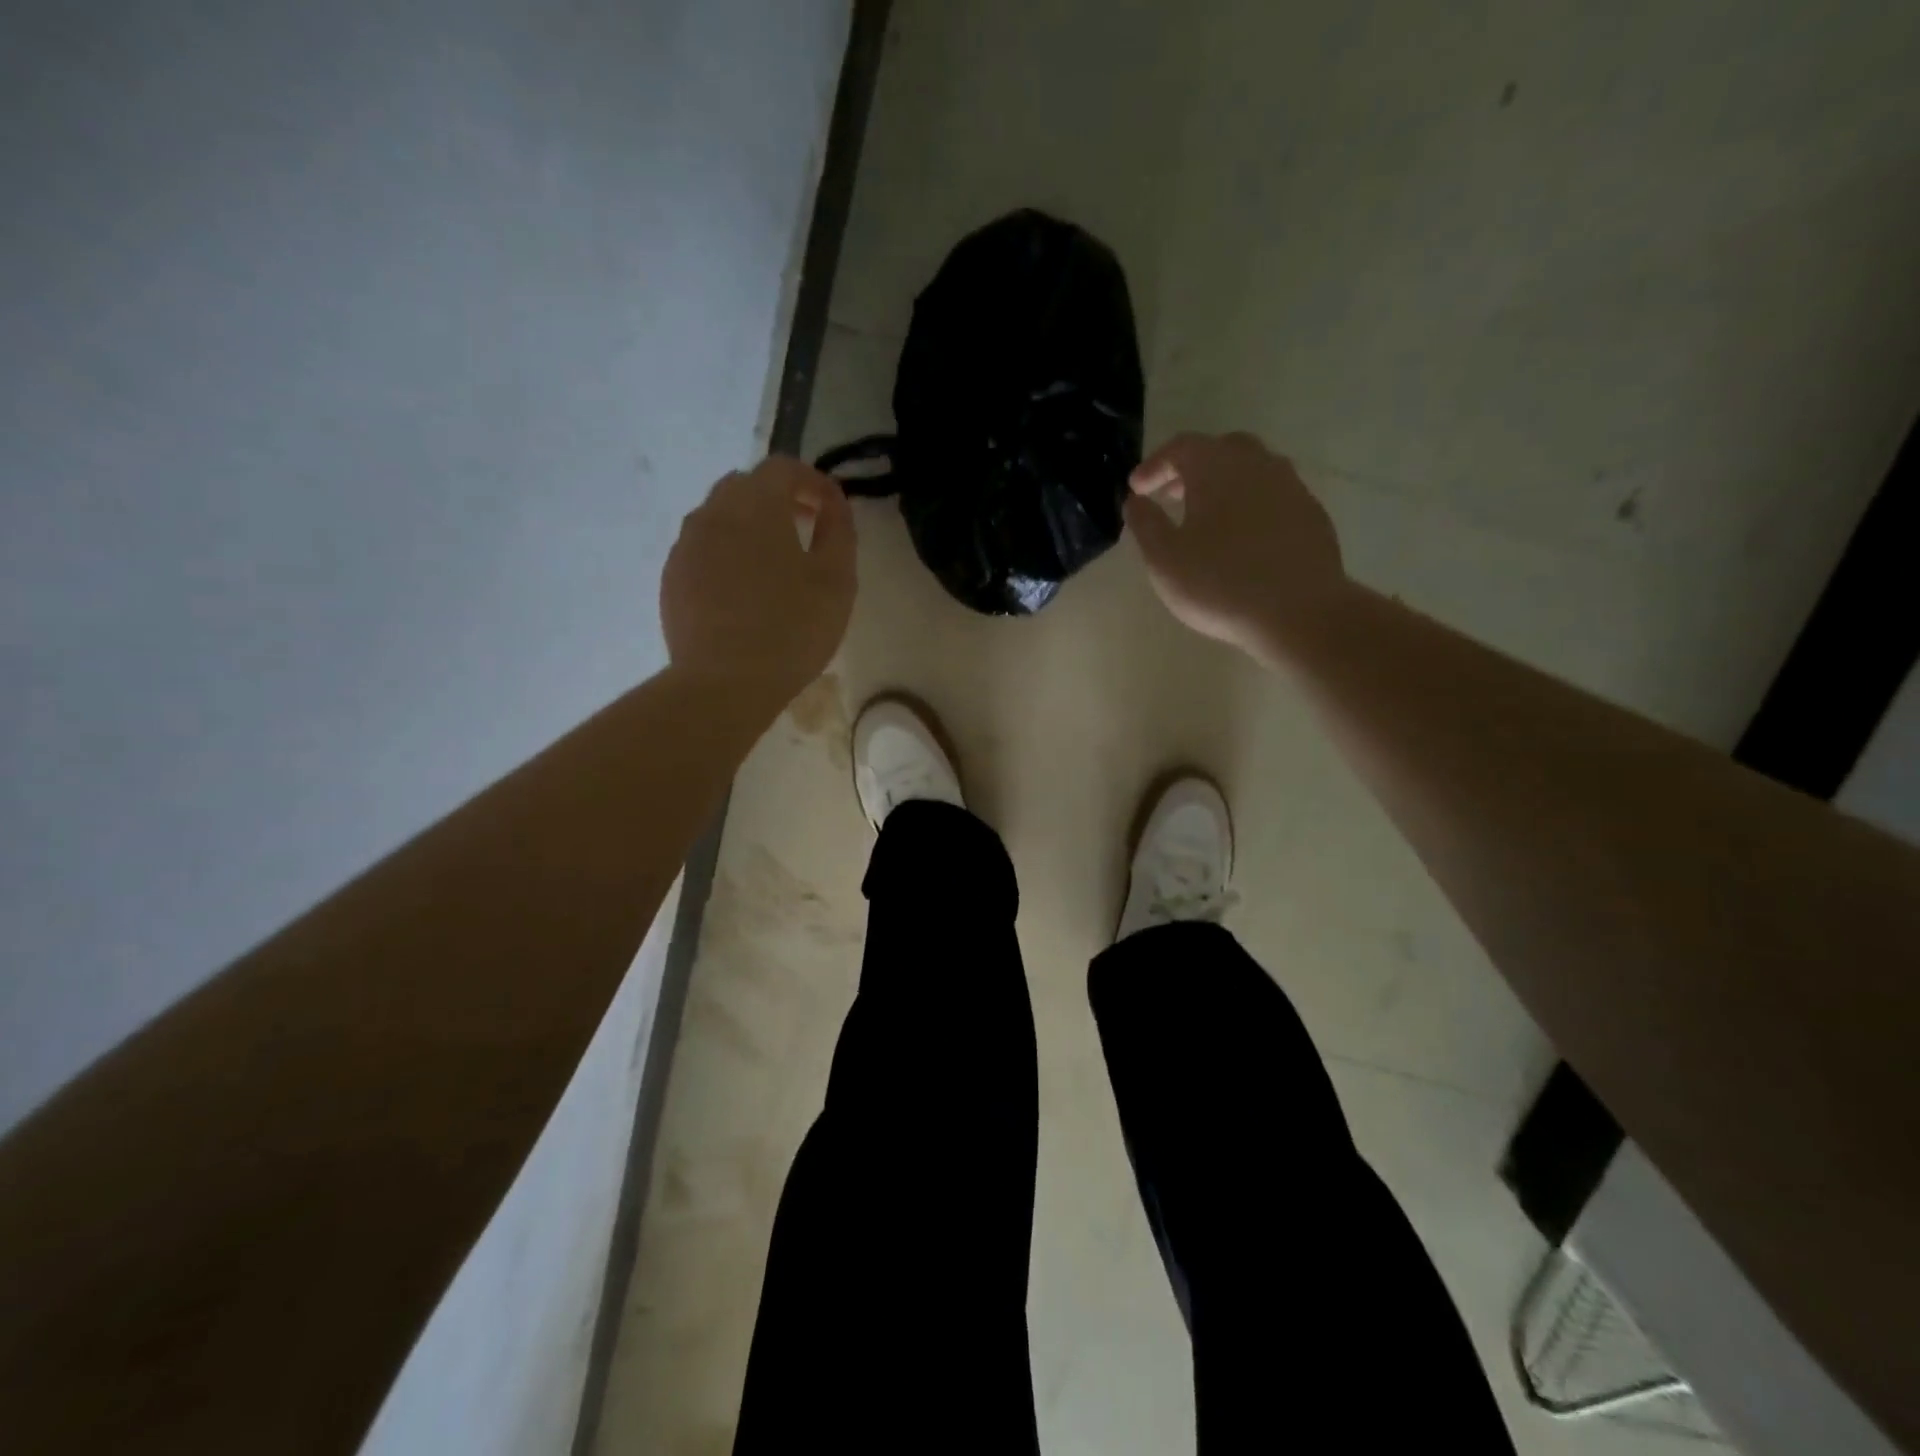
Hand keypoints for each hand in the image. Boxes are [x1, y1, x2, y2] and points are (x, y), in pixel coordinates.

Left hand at [661, 456, 855, 707]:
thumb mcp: (837, 580)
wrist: (725, 682)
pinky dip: (727, 552)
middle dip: (778, 498)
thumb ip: (839, 531)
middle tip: (805, 529)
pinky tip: (744, 590)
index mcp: (756, 505)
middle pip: (746, 486)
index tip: (832, 508)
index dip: (813, 481)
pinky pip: (703, 548)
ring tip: (774, 562)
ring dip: (749, 525)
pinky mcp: (672, 578)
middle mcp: (713, 512)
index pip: (783, 467)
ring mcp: (686, 545)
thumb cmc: (792, 628)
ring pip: (719, 516)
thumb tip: (834, 505)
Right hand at [1125, 432, 1346, 661]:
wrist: (1300, 612)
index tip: (1137, 489)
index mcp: (1217, 468)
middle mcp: (1258, 465)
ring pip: (1252, 471)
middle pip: (1220, 450)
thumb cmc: (1220, 583)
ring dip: (1224, 485)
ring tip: (1206, 517)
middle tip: (1171, 496)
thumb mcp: (1165, 559)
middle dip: (1191, 469)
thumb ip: (1146, 524)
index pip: (1181, 447)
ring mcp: (1291, 487)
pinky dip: (1251, 505)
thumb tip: (1135, 501)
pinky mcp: (1311, 515)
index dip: (1154, 465)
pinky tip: (1242, 538)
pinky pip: (1274, 496)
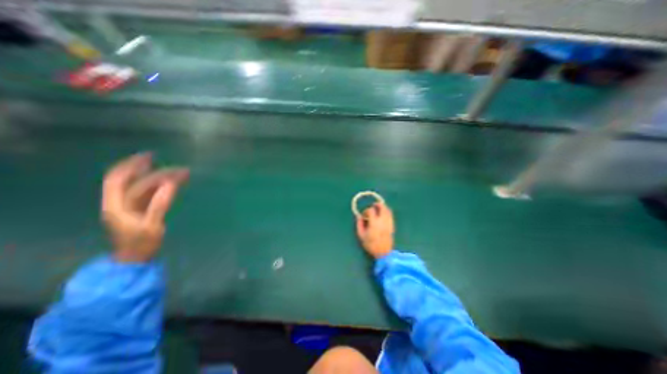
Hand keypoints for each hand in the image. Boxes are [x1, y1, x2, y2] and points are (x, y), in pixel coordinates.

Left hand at [102, 151, 189, 262]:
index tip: (149, 156)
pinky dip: (159, 184)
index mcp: (117, 205)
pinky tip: (171, 182)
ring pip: (142, 185)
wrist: (136, 258)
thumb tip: (170, 184)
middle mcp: (120, 202)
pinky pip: (148, 192)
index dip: (131, 166)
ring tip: (178, 172)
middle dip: (147, 169)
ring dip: (157, 177)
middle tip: (169, 163)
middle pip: (132, 180)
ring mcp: (129, 205)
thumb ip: (160, 204)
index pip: (118, 180)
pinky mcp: (139, 209)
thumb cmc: (142, 243)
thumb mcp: (152, 225)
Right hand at [354, 201, 394, 259]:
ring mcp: (389, 223)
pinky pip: (390, 215)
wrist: (383, 253)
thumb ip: (359, 224)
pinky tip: (383, 215)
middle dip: (377, 205)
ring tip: (378, 209)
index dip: (366, 210)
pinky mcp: (392, 226)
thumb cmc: (371, 245)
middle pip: (382, 207)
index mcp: (374, 223)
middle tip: (373, 205)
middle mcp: (383, 221)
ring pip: (388, 210)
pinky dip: (387, 212)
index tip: (364, 215)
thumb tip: (359, 216)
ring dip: (383, 207)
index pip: (371, 210)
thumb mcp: (361, 235)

------------------------------------------------------------

● Task goal: Reproduce all of the material above word for word. Omit the pictures.

● Task output:
Hand keypoints for each hand in the image. Boxes are [x1, y1, x2, y2] and points are (x, y), in pixel coordinates.

Left hand at [661, 456, 855, 707]:
thumb mcp: (837, 580)
wrist: (725, 682)
pinky dip: (727, 552)
middle dip: (778, 498)
thumb ip: (839, 531)
middle tip: (805, 529)
pinky tip: (744, 590)
index mcp: (756, 505)
middle pip: (746, 486)
index tip: (832, 508)
index dip: (813, 481)
pinky pip: (703, 548)
ring tip: (774, 562)
ring dip: (749, 525)
pinky mcp: (672, 578)
middle mcp: (713, 512)
index pip: (783, 467)
ring mcp: (686, 545)
thumb cmc: (792, 628)
ring pip: (719, 516)
thumb tip: (834, 505)
Right hand at [1125, 432, 1346, 661]:
wrist: (1300, 612)
index tip: (1137, 489)
index mcp: (1217, 468)
middle mcp: (1258, 465)
ring pip: (1252, 471)
middle pip: (1220, 450)
thumb cmc: (1220, 583)
ring dip: (1224, 485)
ring tip: (1206, 517)
middle tip: (1171, 496)
thumb mcp: (1165, 559)
middle dip: (1191, 469)
thumb ip: (1146, 524)
index pip: (1181, 447)
ring mcp: (1291, 487)
pinky dip: (1251, 505)
thumb tip: (1135, 501)
pinky mcp: (1311, 515)
index dip: (1154, 465)
pinky tip: (1242, 538)
pinky pip: (1274, 496)
Hand keypoints for each hand in the image. Boxes are [x1, y1, x2, y2] and points are (x, y), in pixel coordinates.

Left hand at [102, 151, 189, 262]:
index tip: (149, 156)
pinky dip: (159, 184)
index mcp: (117, 205)
pinky tip: (171, 182)
ring pip: (142, 185)
wrist: (136, 258)
thumb tip: (170, 184)
middle mcp: (120, 202)
pinky pip: (148, 192)
index dip: (131, 166)
ring tip: (178, 172)
middle dip: (147, 169)
ring dip: (157, 177)
middle tip: (169, 163)
middle pip: (132, 180)
ring mcp: (129, 205)
thumb ip: (160, 204)
index pip: (118, 180)
pinky mcp: (139, 209)
thumb cmc: (142, 243)
thumb mcp: (152, 225)
Right hand at [354, 201, 394, 259]:
ring mcp: (389, 223)
pinky pip: (390, 215)
wrist: (383, 253)
thumb ip: (359, 224)
pinky tip: (383, 215)
middle dip: (377, 205)
ring tip: (378, 209)
index dip: (366, 210)
pinky mcp: (392, 226)
thumb cmc: (371, 245)
middle pip: (382, 207)
index mcp: (374, 223)
middle tip: (373, 205)
middle mcp: (383, 221)
ring pip: (388, 210)
pinky dip: (387, 212)
index tip: (364, 215)
thumb tip: (359, 216)
ring dip: (383, 207)
index pip: (371, 210)
thumb mcp: (361, 235)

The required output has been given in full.